Briefly, Vivian was originally slated for sentencing on February 14, 1966 in the Quarter Sessions Court of Philadelphia County. At that time the court in considering and discussing probation stated :

Now I will release him for two weeks. By the end of two weeks, I want a * * * (3) report from the psychiatrist who by then will have seen him and what he feels about this man * * * and then I put him on probation for seven years.

On February 23, 1966 Vivian was brought back before the court. In the interim the psychiatric reports called for had been submitted to the judge. In effect the doctors concluded that probation would be inadequate in the case of Vivian; that he needed educational and vocational training in the proper institutional environment. At this proceeding Vivian was sentenced to three to ten years’ imprisonment.

The question presented is whether the second hearing constituted a re-sentencing or a mere revocation of probation for failure to meet conditions of the probation order. Section 28 U.S.C.A. § 2254(d) provides:

(d) In any proceeding instituted in a Federal court by an application for a writ of habeas corpus by a person in custody pursuant to the judgment of a State court, a determination after a hearing on the merits of a factual issue, made by a State court of competent jurisdiction in a proceeding to which the applicant for the writ and the State or an officer or agent thereof were parties, evidenced by a written finding, written opinion, or other reliable and adequate written indicia, shall be presumed to be correct, -X*
(8) [or] unless that part of the record of the State court proceeding in which the determination of such factual issue was made, pertinent to a determination of the sufficiency of the evidence to support such factual determination, is produced as provided for hereinafter, and the Federal court on a consideration of such part of the record as a whole concludes that such factual determination is not fairly supported by the record: [Emphasis added.]
And in an evidentiary hearing in the proceeding in the Federal court, when due proof of such factual determination has been made, unless the existence of one or more of the circumstances respectively set forth in paragraphs numbered (1) to (7), inclusive, is shown by the applicant, otherwise appears, or is admitted by the respondent, or unless the court concludes pursuant to the provisions of paragraph numbered (8) that the record in the State court proceeding considered as a whole, does not fairly support such factual determination, the burden shall rest upon the applicant to establish by convincing evidence that the factual determination by the State court was erroneous.

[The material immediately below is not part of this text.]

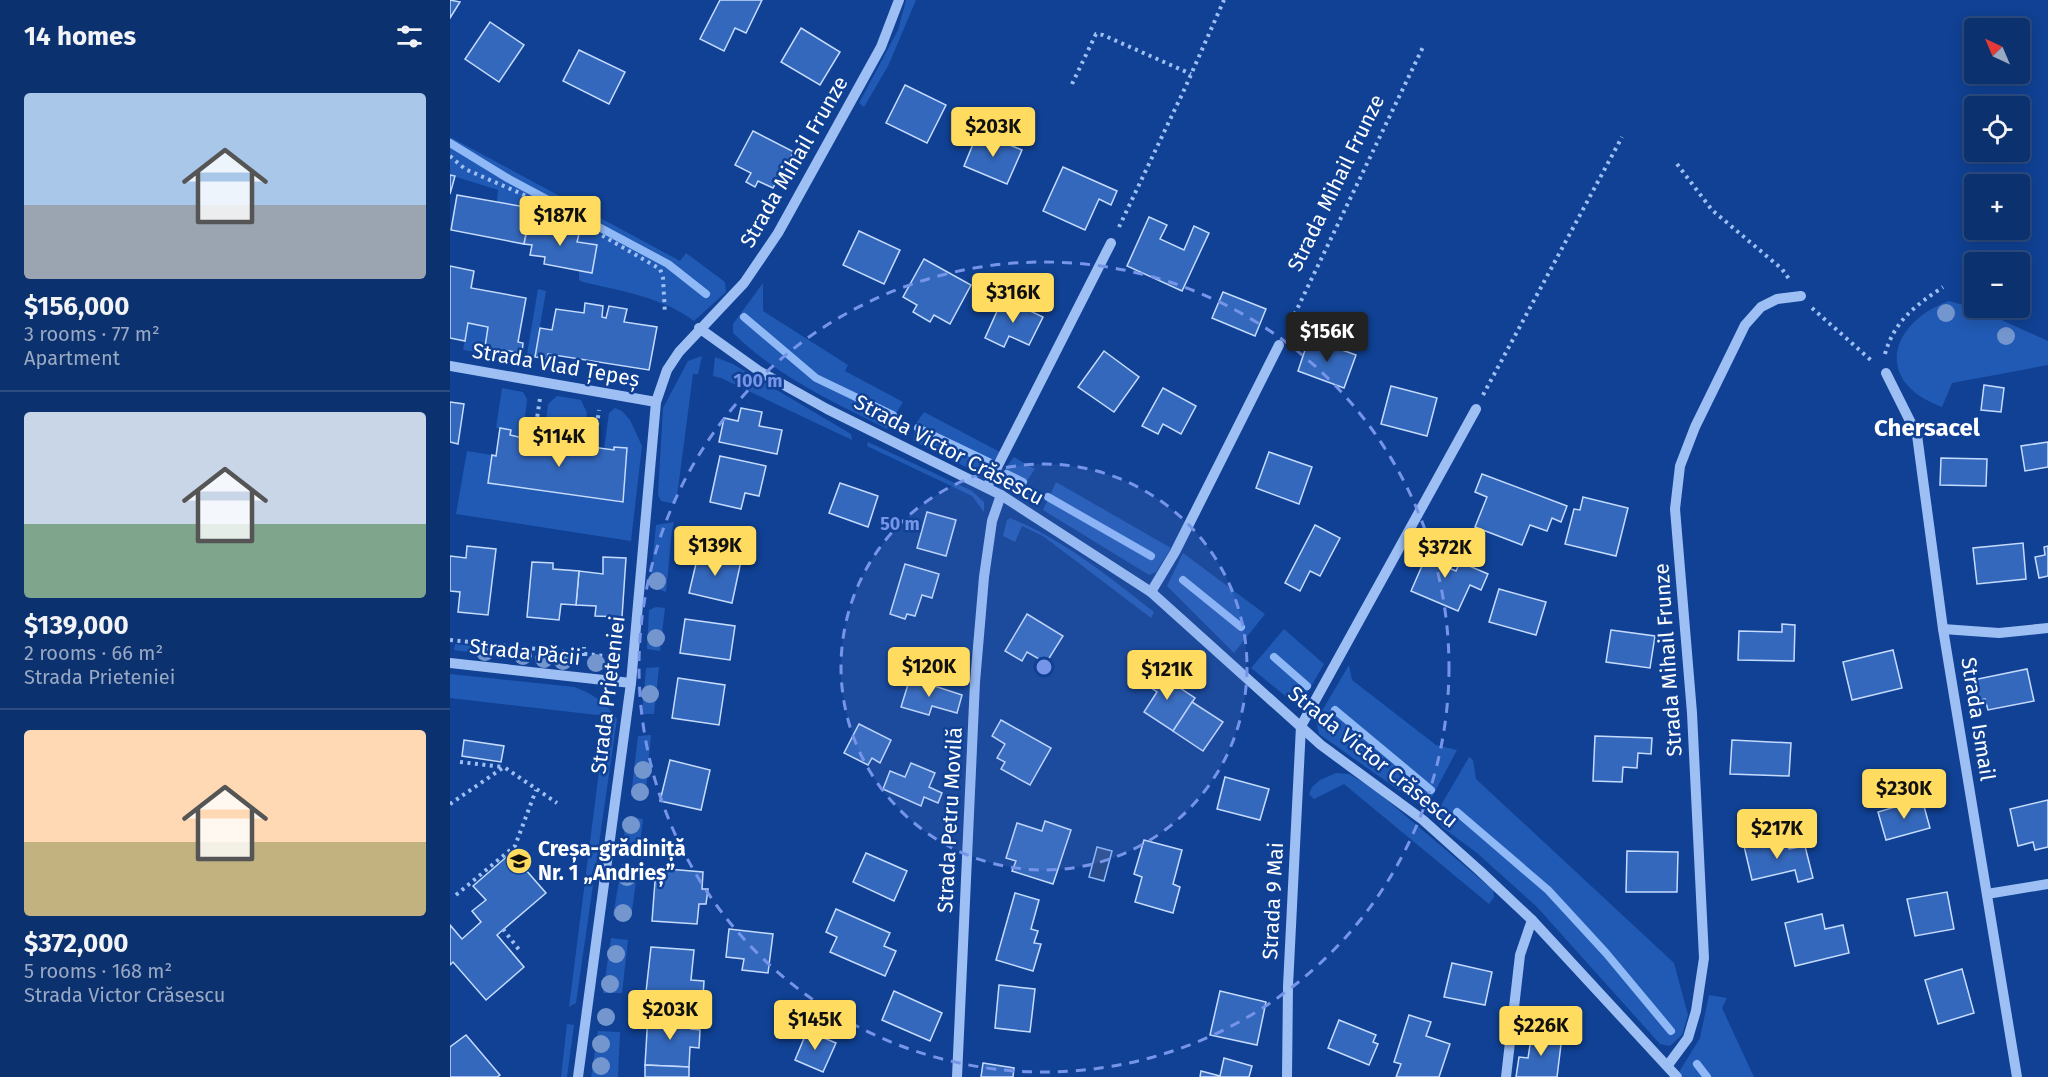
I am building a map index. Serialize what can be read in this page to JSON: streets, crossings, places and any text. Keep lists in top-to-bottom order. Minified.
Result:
{"streets":{"street":["Strada Mihail Frunze","Strada Vlad Țepeș","Strada Victor Crăsescu","Strada Păcii","Strada Prieteniei","Strada Ismail","Strada Petru Movilă","Strada 9 Mai"]},"crossings":[["Strada Mihail Frunze","Strada Victor Crăsescu"],["Strada Mihail Frunze","Strada Prieteniei"],["Strada Vlad Țepeș","Strada Prieteniei"],["Strada Victor Crăsescu","Strada Prieteniei"],["Strada Victor Crăsescu","Strada Petru Movilă"],["Strada Victor Crăsescu","Strada 9 Mai"],["Strada Păcii","Strada Prieteniei"]],"districts":["Chersacel"],"places":{"school or university":["Creșa-grădiniță Nr. 1 „Andrieș”"]},"north":"top left","page":{"heading":"14 homes","map_buttons":["+","−"],"list":[{"name":"$156,000","note":"3 rooms · 77 m² · Apartment"},{"name":"$139,000","note":"2 rooms · 66 m² · Strada Prieteniei"},{"name":"$372,000","note":"5 rooms · 168 m² · Strada Victor Crăsescu"}],"price":["$203K","$187K","$316K","$156K","$114K","$139K","$372K","$120K","$121K","$230K","$217K","$203K","$145K","$226K"]},"rings":["100 m","50 m"]}
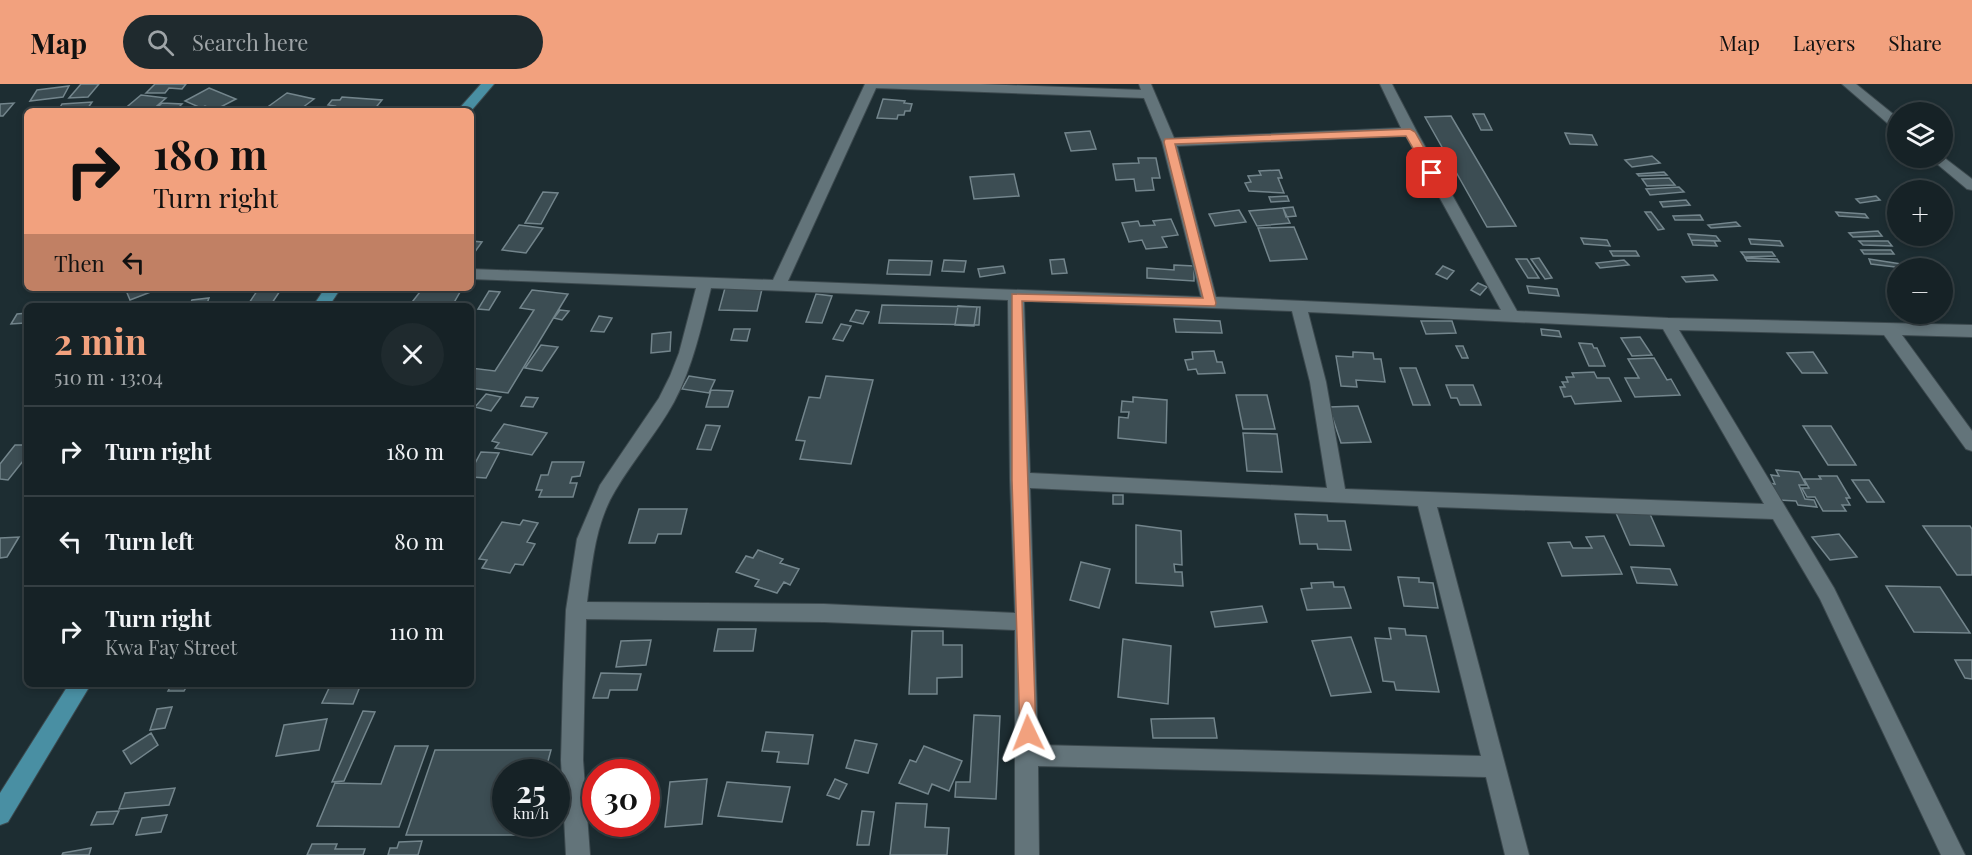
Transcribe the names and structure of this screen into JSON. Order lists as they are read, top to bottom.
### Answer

The Pennsylvania Supreme Court in this matter found that the alleged re-sentencing was in fact merely a modification of an order of probation arising out of a failure to meet conditions implicit in the terms of the probation. Power to revoke probation for failure to comply with a condition set forth in the probationary order is within the discretion of the sentencing judge. Genet v. United States, 375 F.2d 960 (10th Cir.1967).

It is the opinion of this Court that the determination of the State Supreme Court was “fairly supported” by the record in the case. Commonwealth v. Vivian, 426 Pa. 192, 231 A.2d 301 (1967).

After an exhaustive reading of the record in the Vivian case (including the transcript of the sentencing hearings, psychiatric reports, bills of indictments with sentences affixed, briefs and opinions) and after a full hearing before this Court, my independent judgment is that relator was indeed placed on conditional probation; that one of the conditions was that the psychiatric opinion should concur with placing Vivian on probation ; that the psychiatrists did not so concur; that the trial judge properly recalled the defendant and could lawfully revoke the probation and sentence him to a term of imprisonment.

Having thus concluded that relator was not subjected to double jeopardy by the Commonwealth, it is not necessary to determine at this time the complex constitutional question of whether the double jeopardy guarantee embodied in the Fifth Amendment to the Constitution of the United States applies to the states by reason of the Fourteenth Amendment. See, Bartkus v. People of State of Illinois, 359 U.S. 121, 79 S.Ct. 676, 3 L.Ed.2d 684 (1959); but cf. United States ex rel. Hetenyi v. Wilkins, 348 F.2d 844 (2nd Cir.1965).

And now, to wit, this 20th day of June, A.D. 1968, it is ordered that relator’s petition for a writ of habeas corpus be and the same is hereby denied.

And it is so ordered.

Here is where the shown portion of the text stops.